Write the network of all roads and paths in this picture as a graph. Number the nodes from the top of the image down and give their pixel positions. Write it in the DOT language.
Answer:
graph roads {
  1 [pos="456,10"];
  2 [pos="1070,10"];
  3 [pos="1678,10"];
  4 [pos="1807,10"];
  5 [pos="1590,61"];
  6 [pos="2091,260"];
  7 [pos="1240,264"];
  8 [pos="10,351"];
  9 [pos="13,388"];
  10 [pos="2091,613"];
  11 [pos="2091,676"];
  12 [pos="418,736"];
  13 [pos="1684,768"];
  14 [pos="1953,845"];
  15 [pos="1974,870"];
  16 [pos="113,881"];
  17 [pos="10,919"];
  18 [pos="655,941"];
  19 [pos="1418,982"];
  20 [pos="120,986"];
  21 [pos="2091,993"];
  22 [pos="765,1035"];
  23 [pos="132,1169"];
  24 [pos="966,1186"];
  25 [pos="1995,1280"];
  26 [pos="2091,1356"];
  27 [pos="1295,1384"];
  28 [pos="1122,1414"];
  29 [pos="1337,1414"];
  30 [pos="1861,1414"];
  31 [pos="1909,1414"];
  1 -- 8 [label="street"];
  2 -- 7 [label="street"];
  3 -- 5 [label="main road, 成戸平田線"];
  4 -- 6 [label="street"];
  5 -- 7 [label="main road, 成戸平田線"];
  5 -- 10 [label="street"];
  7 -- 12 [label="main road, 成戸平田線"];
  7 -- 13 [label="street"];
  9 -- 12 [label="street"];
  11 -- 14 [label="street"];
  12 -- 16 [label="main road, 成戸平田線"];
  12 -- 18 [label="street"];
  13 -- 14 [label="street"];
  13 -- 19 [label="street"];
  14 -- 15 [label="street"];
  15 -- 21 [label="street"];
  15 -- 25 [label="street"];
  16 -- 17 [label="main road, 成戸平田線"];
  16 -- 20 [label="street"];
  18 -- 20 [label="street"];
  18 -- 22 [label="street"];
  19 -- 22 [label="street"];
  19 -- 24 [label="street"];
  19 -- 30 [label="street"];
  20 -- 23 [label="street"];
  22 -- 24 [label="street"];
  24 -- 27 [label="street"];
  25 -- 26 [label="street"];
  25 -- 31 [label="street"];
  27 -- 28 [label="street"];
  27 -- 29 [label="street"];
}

WORK INSTRUCTION:
Every line holding the word "main" should be copied out of the records above.

SOLVED PROBLEM:
  3 -- 5 [label="main road, 成戸平田線"];
  5 -- 7 [label="main road, 成戸平田線"];
  7 -- 12 [label="main road, 成戸平田線"];
  12 -- 16 [label="main road, 成戸平田線"];
  16 -- 17 [label="main road, 成戸平田線"];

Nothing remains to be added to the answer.